Working with an installation project was imperative to this work; I needed to create if only a snippet, a home, with certain objects, sounds and personal documents that allow the viewer to forge almost an emotional attachment. The home I had created was specifically for John, made to fit his ideals of symmetry, as he states in his letter he had always wished to live his life in a symmetrical way. With the identical armchairs that set the scene, upright and ready, almost ready to be pulled out to face each other, expectant of talk.

Suicide is still a particularly difficult and taboo subject for many. What do you hope viewers take away from A Staged Equilibrium?

I was true to myself with everything I did with this project. Within an institutional boundary! I created an installation that got people talking and thinking, there’s no doubt about that, I watched people at the exhibition opening, and my emotions were fraught that evening with the ongoing battle I was having with university not agreeing with my choice of subject matter. But people reacted only how I could of dreamed of, they allowed their emotions to overwhelm them, there was lots of talk in the area, and that’s all I could have asked for. I just hope it sparked something in people to maybe research a little, and explore mental health and suicide. I can’t ask for anymore than that.

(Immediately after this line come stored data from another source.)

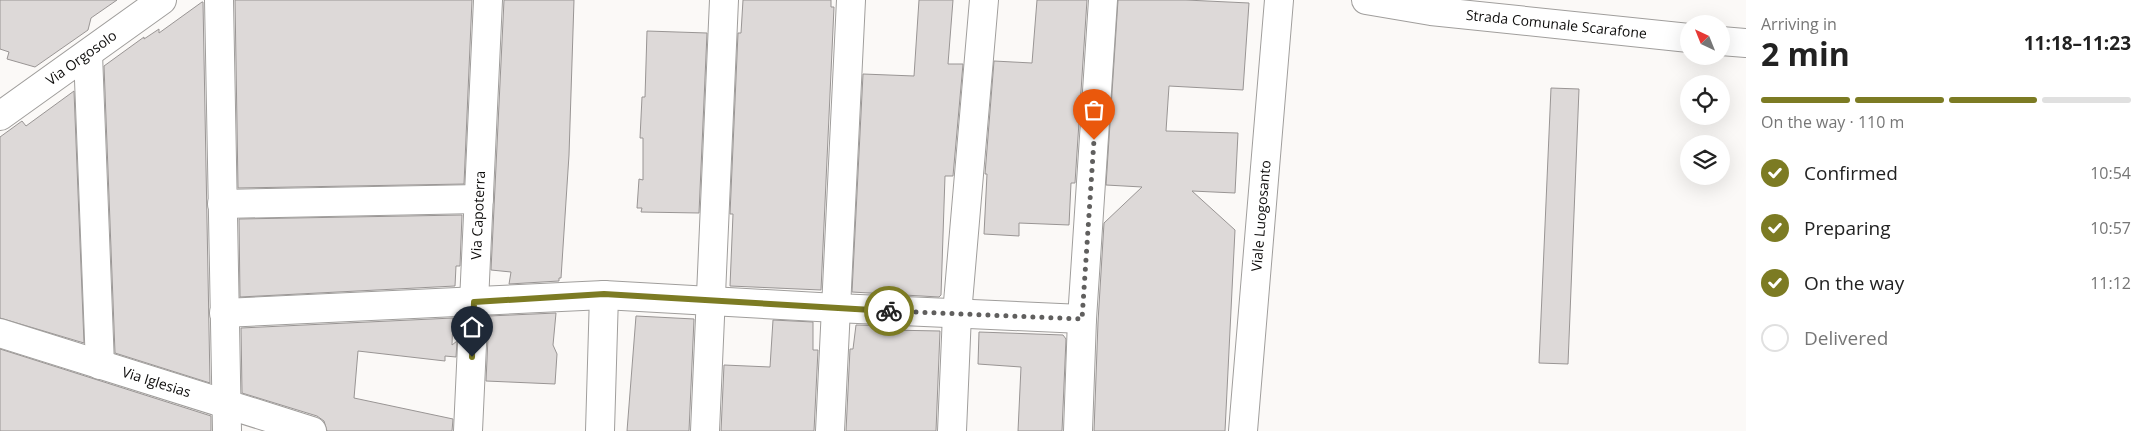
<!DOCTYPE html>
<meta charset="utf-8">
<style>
:root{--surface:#fff;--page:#f2f2f2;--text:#222;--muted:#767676;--line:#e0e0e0;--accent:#7c7b23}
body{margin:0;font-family:"Open Sans",sans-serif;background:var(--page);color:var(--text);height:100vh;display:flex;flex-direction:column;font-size:19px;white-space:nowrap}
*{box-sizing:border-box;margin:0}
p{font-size:16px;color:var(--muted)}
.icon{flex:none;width:28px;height:28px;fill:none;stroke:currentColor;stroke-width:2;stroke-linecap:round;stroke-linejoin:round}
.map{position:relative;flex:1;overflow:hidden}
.sheet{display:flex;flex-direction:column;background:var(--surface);width:400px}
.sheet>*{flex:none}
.needle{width:32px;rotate:317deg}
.buttons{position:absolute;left:1680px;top:15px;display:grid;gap:10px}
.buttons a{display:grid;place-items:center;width:50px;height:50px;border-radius:50%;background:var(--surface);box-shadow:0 5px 20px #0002;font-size:25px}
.pin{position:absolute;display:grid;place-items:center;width:42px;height:42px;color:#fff;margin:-51px -21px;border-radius:50% 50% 50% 0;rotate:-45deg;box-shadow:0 0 5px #0007}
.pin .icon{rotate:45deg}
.courier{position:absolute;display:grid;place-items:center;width:50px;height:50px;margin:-25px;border:4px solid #7c7b23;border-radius:50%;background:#fff;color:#222;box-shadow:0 1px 6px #0007}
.head em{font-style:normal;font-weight:700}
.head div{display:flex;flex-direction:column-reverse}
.head{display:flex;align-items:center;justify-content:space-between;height:85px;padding:0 15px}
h1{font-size:32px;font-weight:700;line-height:38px}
.bar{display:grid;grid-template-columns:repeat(4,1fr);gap:8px 5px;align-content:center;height:60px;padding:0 15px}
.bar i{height:6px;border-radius:4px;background:var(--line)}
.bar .active{background:var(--accent)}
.bar p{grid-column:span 4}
ol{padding:0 15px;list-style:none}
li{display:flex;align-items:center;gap:15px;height:55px}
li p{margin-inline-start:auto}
li .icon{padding:5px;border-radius:50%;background:var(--accent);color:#fff;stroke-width:4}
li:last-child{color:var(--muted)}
li i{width:28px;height:28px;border:2px solid var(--line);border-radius:50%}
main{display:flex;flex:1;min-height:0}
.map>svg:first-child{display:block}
.building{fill:#ddd9d8;stroke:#999594}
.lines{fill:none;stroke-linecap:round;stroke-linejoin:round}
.minor-casing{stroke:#a09e9c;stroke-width:30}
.tertiary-casing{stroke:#a09e9c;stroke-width:30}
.minor{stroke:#fff;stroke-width:28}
.tertiary{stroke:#fff;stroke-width:28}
.done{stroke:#605f5e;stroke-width:5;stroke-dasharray:0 9}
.route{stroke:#7c7b23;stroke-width:6}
.labels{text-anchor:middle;stroke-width:4;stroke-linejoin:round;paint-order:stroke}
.street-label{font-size:14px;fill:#0d0c0b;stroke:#fbf9f7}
</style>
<main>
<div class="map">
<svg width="1746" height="431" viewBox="0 0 1746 431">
<rect width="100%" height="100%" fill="#fbf9f7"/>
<!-- building -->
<path class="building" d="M 0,0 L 117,0 L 91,18 L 88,30 L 35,67 L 7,59 L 9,52 L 0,49 Z
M 235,0 L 472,0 L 464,184 L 238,188 Z
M 504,0 L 574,0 L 569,155 L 561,278 L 559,278 L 559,281 L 509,284 L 511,272 L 491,270 Z
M 743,0 L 831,0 L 831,7 L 834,7 L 821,290 L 730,286 L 733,214 L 730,214 L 738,33 L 741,33 Z
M 919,0 L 953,0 L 948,64 L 963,64 L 953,176 L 945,176 L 941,295 L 939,297 L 852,292 L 863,74 L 914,76 Z
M 1037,0 L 1087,0 L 1075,183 L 1071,183 L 1069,225 L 1019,223 L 1019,236 L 984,234 L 987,174 L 985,174 L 994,61 L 1032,63 Z
M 1118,0 L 1186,0 L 1249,3 L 1243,90 L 1169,86 L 1166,131 L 1238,133 L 1235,193 L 1192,191 L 1235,230 L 1225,431 L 1094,431 L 1098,322 L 1104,223 L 1142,187 L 1106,185 Z
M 202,2 L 203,2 L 210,383 L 115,353 L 104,66 L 144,37 L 144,39 L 159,29 L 159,33 Z
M 647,31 L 707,33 L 699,213 L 641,212 L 642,208 L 637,208 L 639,179 L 643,180 L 643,138 L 640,138 L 642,97 L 645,97 Z
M 1551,88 L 1579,89 L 1568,364 L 1539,363 Z
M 74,91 L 84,343 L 0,318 L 0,137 L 22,121 L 26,126 Z
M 462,215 L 460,266 L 456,266 L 455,286 L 240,297 L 239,219 Z
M 556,313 L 553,345 L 557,354 L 555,384 L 486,381 L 489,316 Z
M 636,316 L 694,319 L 689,431 L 627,431 Z
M 453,318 L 452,345 L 457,341 L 456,357 L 445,356 L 445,361 L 358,351 L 354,398 L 453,419 L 452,431 L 327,431 L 324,421 L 317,416 L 242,393 L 241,328 Z
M 773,320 L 813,322 L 813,350 L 818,350 L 814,431 L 721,431 L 724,365 L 770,367 Z
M 856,325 L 895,326 L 889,330 L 940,331 L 936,431 L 846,431 L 850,349 L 853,349 Z
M 979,332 L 1063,335 L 1066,339 L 1062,431 L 1018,431 L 1021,367 L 978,364 Z
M 0,349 L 211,416 L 211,431 L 0,431 Z"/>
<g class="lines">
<defs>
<g id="minor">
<path d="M 219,0 L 227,431"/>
<path d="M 88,54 L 100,365"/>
<path id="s1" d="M 0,116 L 162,0"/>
<path d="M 222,204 L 479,199"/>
<path d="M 224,313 L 604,295 L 836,308 L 1082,319"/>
<path id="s2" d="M 0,333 L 312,431"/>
<path id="s3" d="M 468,431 L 488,0"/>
<path d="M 600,431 L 604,295"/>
<path d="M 705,431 L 724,0"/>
<path d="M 830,431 L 851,0"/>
<path d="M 952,431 L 957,314 L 984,0"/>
<path d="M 1078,431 L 1082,319 L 1103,0"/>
<path id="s4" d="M 1243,431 L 1279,0"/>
</g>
<g id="tertiary">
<path id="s5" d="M 1366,0 L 1431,11 L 1689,38"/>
<path d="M 1721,41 L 1746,43"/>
</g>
</defs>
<!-- minor casing -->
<use href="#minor" class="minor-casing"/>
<!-- tertiary casing -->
<use href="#tertiary" class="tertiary-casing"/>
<!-- minor -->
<use href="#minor" class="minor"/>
<!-- tertiary -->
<use href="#tertiary" class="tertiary"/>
</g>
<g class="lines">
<!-- done -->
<path class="done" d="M 889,311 L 1082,319 L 1094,140"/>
<!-- route -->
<path class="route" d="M 472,357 L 474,302 L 604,294 L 889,311"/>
</g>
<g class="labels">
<!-- street labels -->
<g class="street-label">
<text dy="5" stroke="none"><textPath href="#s5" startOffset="192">Strada Comunale Scarafone</textPath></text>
<text dy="5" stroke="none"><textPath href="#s1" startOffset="100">Via Orgosolo</textPath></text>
<text dy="5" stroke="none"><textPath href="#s3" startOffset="216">Via Capoterra</textPath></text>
<text dy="5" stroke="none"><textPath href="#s4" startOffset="216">Viale Luogosanto</textPath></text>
<text dy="5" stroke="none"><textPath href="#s2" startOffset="164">Via Iglesias</textPath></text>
</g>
</g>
</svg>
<div class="buttons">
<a><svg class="needle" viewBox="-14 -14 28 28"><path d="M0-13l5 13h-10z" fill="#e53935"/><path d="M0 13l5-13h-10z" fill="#767676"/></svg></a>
<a><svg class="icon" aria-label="locate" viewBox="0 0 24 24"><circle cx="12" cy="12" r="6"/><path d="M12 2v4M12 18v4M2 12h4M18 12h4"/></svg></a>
<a><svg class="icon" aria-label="layers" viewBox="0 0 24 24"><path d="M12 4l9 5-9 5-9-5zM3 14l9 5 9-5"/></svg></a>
</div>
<div class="pin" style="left:1094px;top:140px;background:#ea580c"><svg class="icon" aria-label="bag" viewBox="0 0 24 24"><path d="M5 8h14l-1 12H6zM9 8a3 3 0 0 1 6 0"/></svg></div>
<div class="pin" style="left:472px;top:357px;background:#1f2937"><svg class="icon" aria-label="home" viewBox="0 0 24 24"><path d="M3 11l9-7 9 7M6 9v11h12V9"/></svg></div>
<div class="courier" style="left:889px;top:311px"><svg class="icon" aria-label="bike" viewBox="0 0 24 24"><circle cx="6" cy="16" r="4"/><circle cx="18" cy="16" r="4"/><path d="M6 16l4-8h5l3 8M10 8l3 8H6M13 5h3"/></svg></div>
</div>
<section class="sheet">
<div class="head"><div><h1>2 min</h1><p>Arriving in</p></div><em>11:18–11:23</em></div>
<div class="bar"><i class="active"></i><i class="active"></i><i class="active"></i><i></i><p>On the way · 110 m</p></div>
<ol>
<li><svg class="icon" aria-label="check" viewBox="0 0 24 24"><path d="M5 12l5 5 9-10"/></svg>Confirmed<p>10:54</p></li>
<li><svg class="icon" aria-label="check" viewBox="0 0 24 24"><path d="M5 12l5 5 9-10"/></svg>Preparing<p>10:57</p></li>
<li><svg class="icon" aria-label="check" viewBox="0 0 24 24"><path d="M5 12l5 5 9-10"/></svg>On the way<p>11:12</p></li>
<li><i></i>Delivered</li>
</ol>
</section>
</main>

Is mental health something that you’ll continue to explore in your practice?

Yes, definitely, there are so many different characteristics in which mental health can take on within the creative process. It’s something that not only I suffer with daily whilst going through the creative motions but also something I am unable to leave out of it, I feel a sense of dishonesty towards myself if I don’t articulate it through my photographic process. It’s a part of me therefore a my practice.

What’s next for you?

Right now I’m hoping to do some volunteer work or support work in mental health to gain some practical experience on the ground.However my writing is a very important component to the work I produce so that is also something I want to explore further within the creative and journalistic industry.

However I will continue to explore my practice with the inclusion of mental health as an ongoing study, which will help In working towards my goal, to complete an MA in Art Therapy.

I have researched extensively the ‘photographs’ place within counselling and therapeutic methods to help with dealing with mental health issues, and although art therapies exist and work, I know myself what family photos bring up, when you open the box of photos you don’t know one emotion from the next and often you find the person explaining the people and images have thousands of stories that instigate mixed emotions. I really think the inclusion of family photos in counselling sessions could be really beneficial. I personally have received art therapy, and I found it patronizing and demoralizing toward art itself, and found the sessions I received were conducted in a disjointed, and awkward manner. That doesn’t mean to say it doesn’t have a place because it does, and the art therapy I received actually instigated my own thoughts and ideas about how an alternative form of art therapy could be conducted in the form of photographs.